### REQUIRED WORK
Keep the pictures out. Restate the entries below word for word.

╭─ EXERCISE DATA

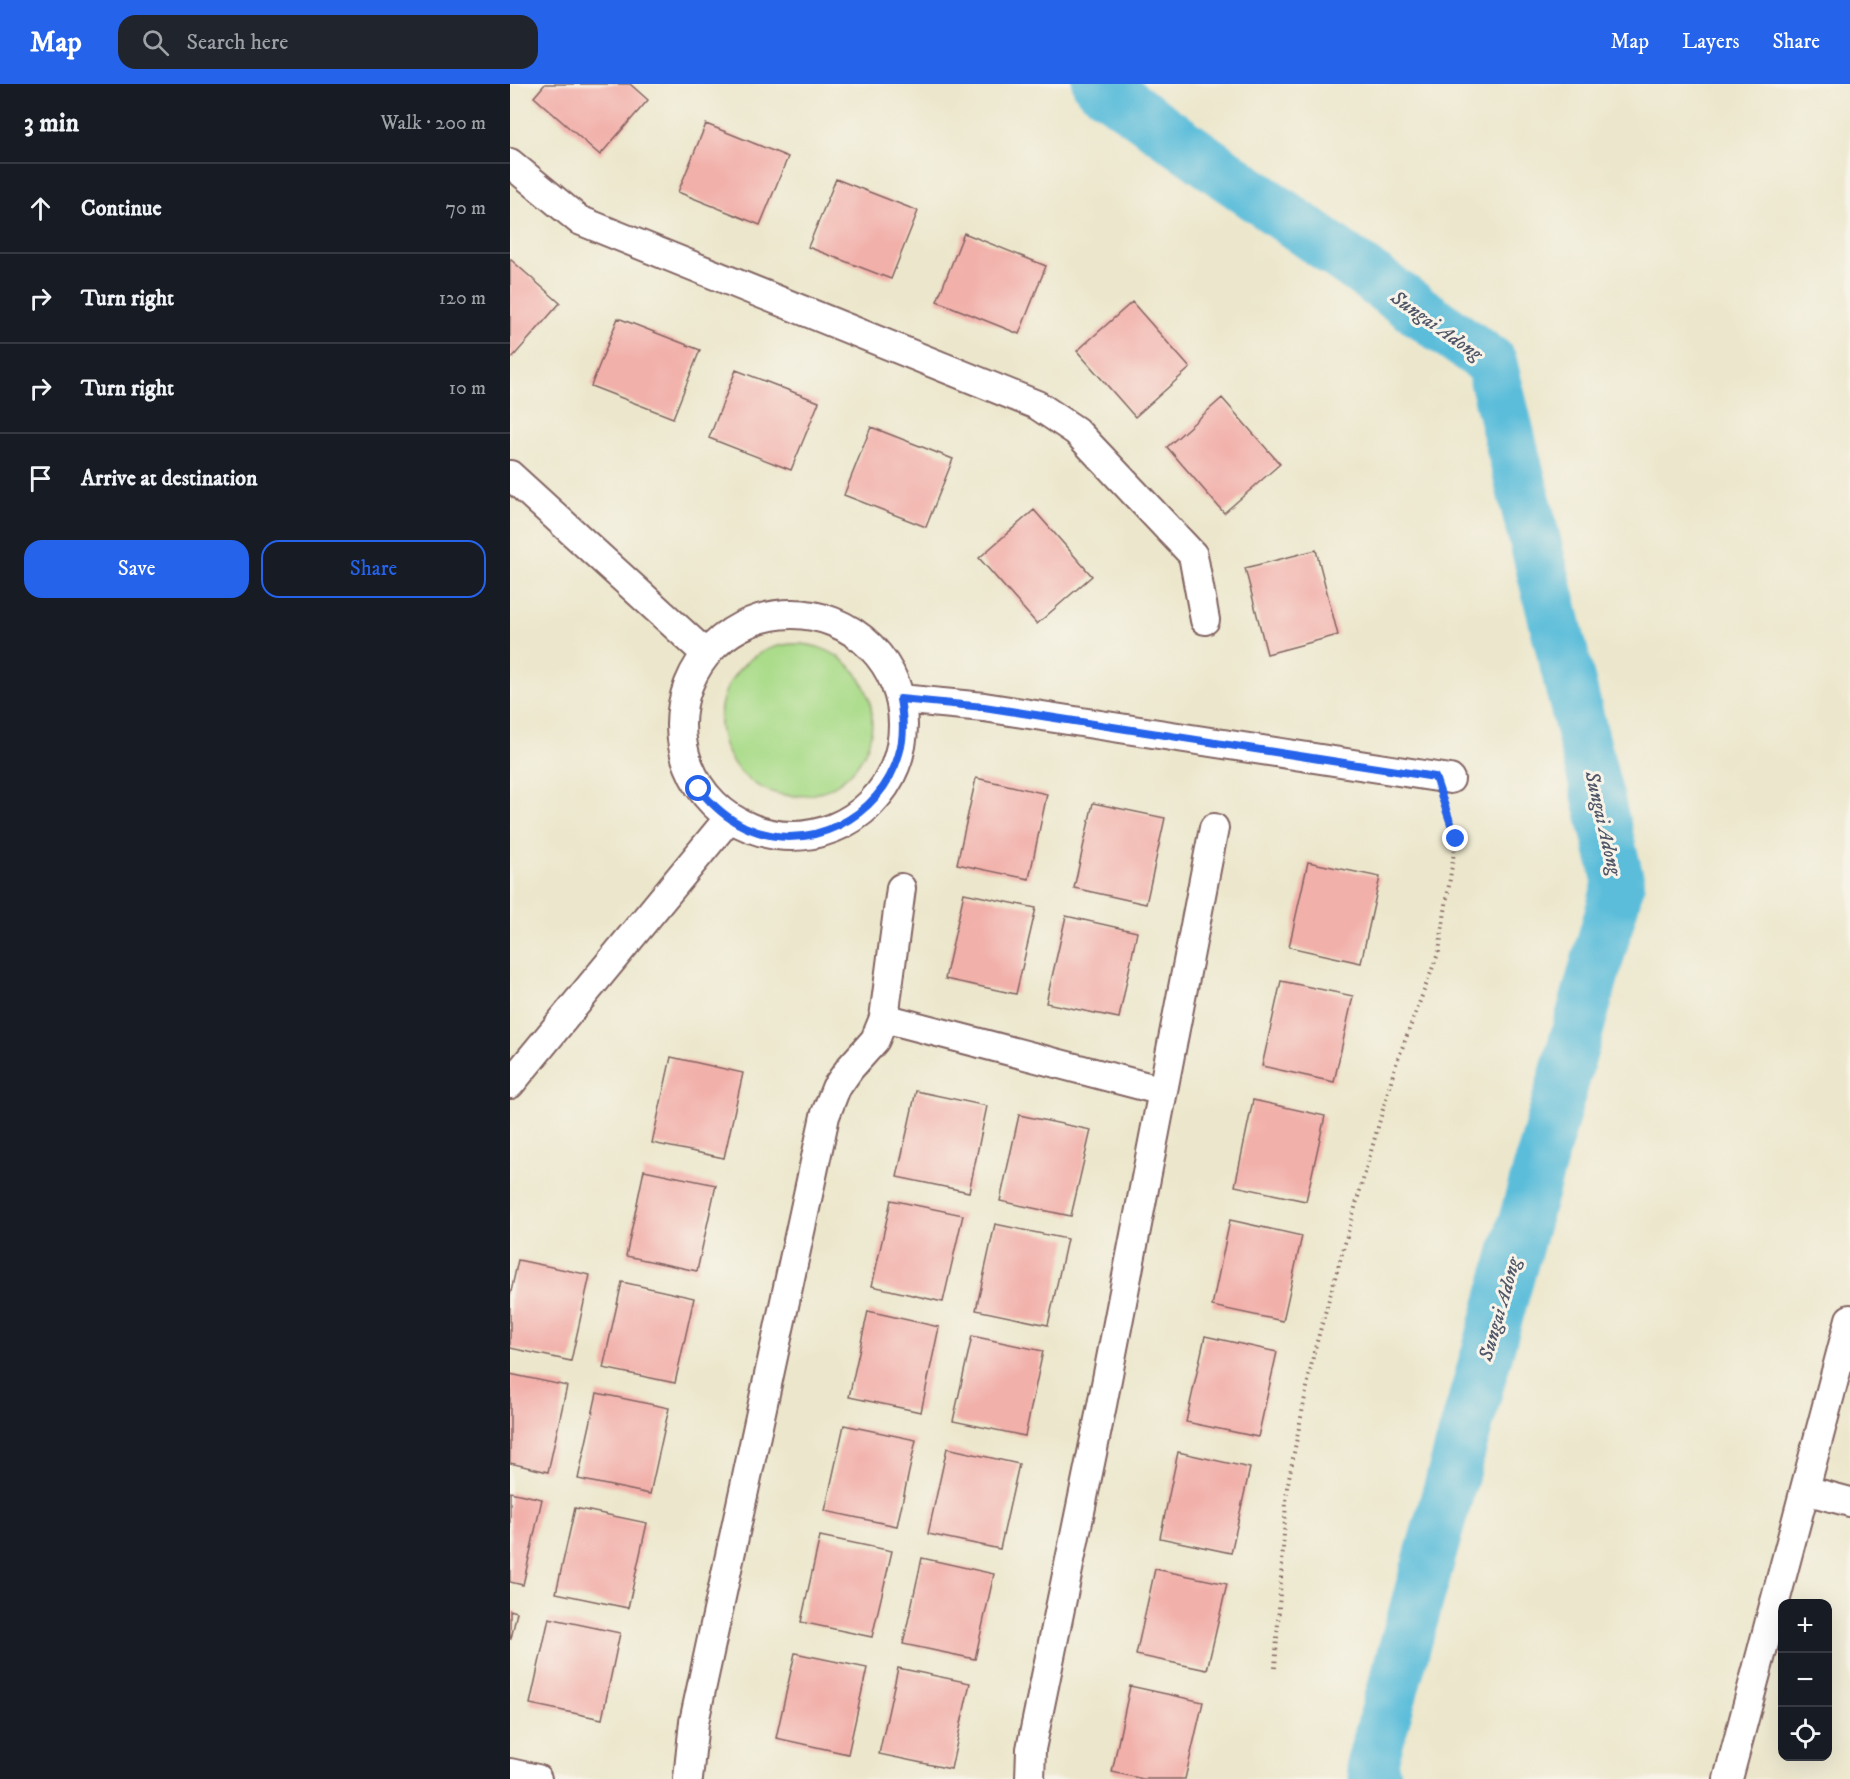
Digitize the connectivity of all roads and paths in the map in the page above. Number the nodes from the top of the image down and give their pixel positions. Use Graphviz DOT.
graph roads {
  1 [pos="510,163"];
  2 [pos="510,475"];
  3 [pos="1205,620"];
  4 [pos="706,654"];
  5 [pos="900,699"];
  6 [pos="1442,778"];
  7 [pos="729,818"];
  8 [pos="1214,828"];
  9 [pos="901,888"];
  10 [pos="884,1018"];
  11 [pos="510,1084"];
  12 [pos="1163,1091"];
  13 [pos="1850,1319"];
  14 [pos="1805,1490"];
  15 [pos="1850,1502"];
  16 [pos="1275,1668"];
  17 [pos="510,1773"];
  18 [pos="537,1779"];
  19 [pos="688,1779"];
  20 [pos="1030,1779"];
  21 [pos="1728,1779"];
  1 -- 3 [label="street"];
  2 -- 4 [label="street"];
  4 -- 5 [label="street"];
  4 -- 7 [label="street"];
  5 -- 6 [label="street"];
  5 -- 7 [label="street"];
  6 -- 16 [label="path"];
  7 -- 11 [label="street"];
  8 -- 12 [label="street"];
  9 -- 10 [label="street"];
  10 -- 12 [label="street"];
  10 -- 19 [label="street"];
  12 -- 20 [label="street"];
  13 -- 14 [label="street"];
  14 -- 15 [label="street"];
  14 -- 21 [label="street"];
  17 -- 18 [label="street"];
}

╰─

### COMPLETED EXERCISE
Digitize the connectivity of all roads and paths in the map in the page above. Number the nodes from the top of the image down and give their pixel positions. Use Graphviz DOT.
graph roads {
  1 [pos="510,163"];
  2 [pos="510,475"];
  3 [pos="1205,620"];
  4 [pos="706,654"];
  5 [pos="900,699"];
  6 [pos="1442,778"];
  7 [pos="729,818"];
  8 [pos="1214,828"];
  9 [pos="901,888"];
  10 [pos="884,1018"];
  11 [pos="510,1084"];
  12 [pos="1163,1091"];
  13 [pos="1850,1319"];
  14 [pos="1805,1490"];
  15 [pos="1850,1502"];
  16 [pos="1275,1668"];
  17 [pos="510,1773"];
  18 [pos="537,1779"];
  19 [pos="688,1779"];
  20 [pos="1030,1779"];
  21 [pos="1728,1779"];
  1 -- 3 [label="street"];
  2 -- 4 [label="street"];
  4 -- 5 [label="street"];
  4 -- 7 [label="street"];
  5 -- 6 [label="street"];
  5 -- 7 [label="street"];
  6 -- 16 [label="path"];
  7 -- 11 [label="street"];
  8 -- 12 [label="street"];
  9 -- 10 [label="street"];
  10 -- 12 [label="street"];
  10 -- 19 [label="street"];
  12 -- 20 [label="street"];
  13 -- 14 [label="street"];
  14 -- 15 [label="street"];
  14 -- 21 [label="street"];
  17 -- 18 [label="street"];
}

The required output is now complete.